• [What you should do]
Everything from the line containing "ring mcp: (895, 948)" to the close of the listing below should be retyped exactly, and nothing before it.

• [Provided data]
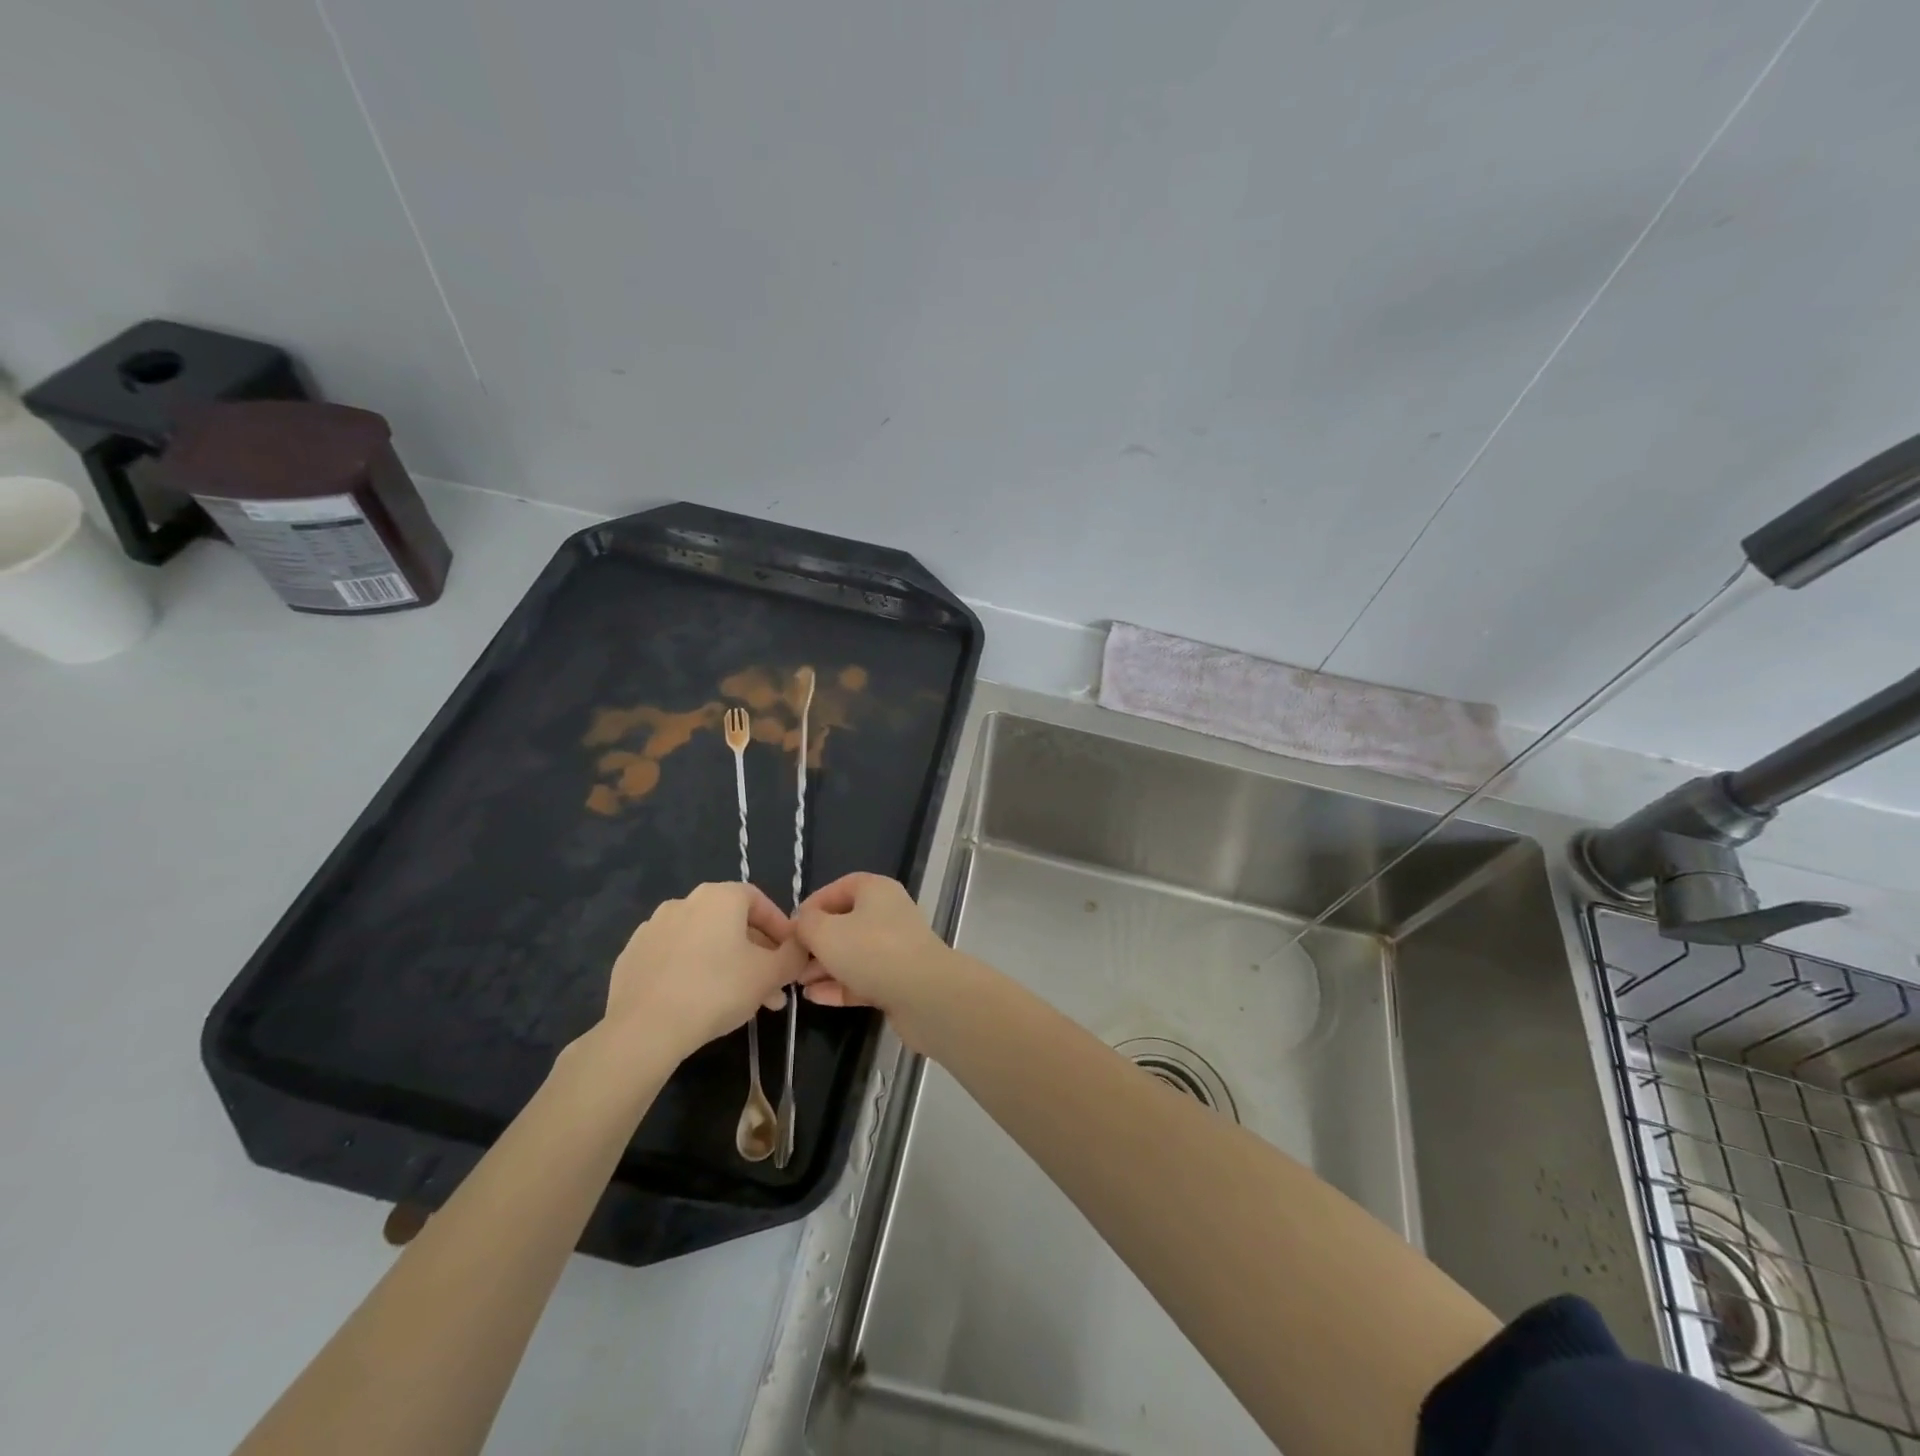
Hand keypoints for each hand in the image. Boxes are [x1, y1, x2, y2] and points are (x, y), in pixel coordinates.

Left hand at [601, 882, 804, 1061]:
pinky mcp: (632, 956)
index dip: (780, 929)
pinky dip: (692, 971)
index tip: (789, 957)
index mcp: (719, 896)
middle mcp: (685, 902)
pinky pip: (674, 958)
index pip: (760, 901)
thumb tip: (800, 946)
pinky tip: (700, 1001)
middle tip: (770, 987)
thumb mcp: (771, 974)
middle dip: (756, 954)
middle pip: (732, 924)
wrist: (643, 1029)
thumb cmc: (717, 990)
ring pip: (704, 942)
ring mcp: (653, 928)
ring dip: (727, 964)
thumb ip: (794, 955)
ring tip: (740, 1001)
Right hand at [794, 873, 954, 1047]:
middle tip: (792, 961)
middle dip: (816, 942)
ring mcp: (895, 948)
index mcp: (876, 891)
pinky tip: (814, 998)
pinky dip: (839, 986)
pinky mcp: (898, 979)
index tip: (791, 927)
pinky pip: (862, 978)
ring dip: (824, 967)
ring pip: (853, 953)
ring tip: (798, 983)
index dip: (813, 904)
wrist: (924, 994)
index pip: (840, 888)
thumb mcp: (825, 932)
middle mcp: (888, 914)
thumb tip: (803, 924)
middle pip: (845, 923)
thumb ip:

• [Answer]
ring mcp: (895, 948)
index mcp: (876, 891)
pinky tip: (814, 998)
pinky dip: (839, 986)
pinky mcp: (898, 979)
index tip: (791, 927)
pinky pip: (862, 978)
ring dip: (824, 967)
ring pip: (853, 953)
ring tip: (798, 983)
index dip: (813, 904)
wrist: (924, 994)
index pip: (840, 888)
thumb mcp: (825, 932)
middle mcp: (888, 914)
thumb tip: (803, 924)
middle pip: (845, 923)
thumb ip:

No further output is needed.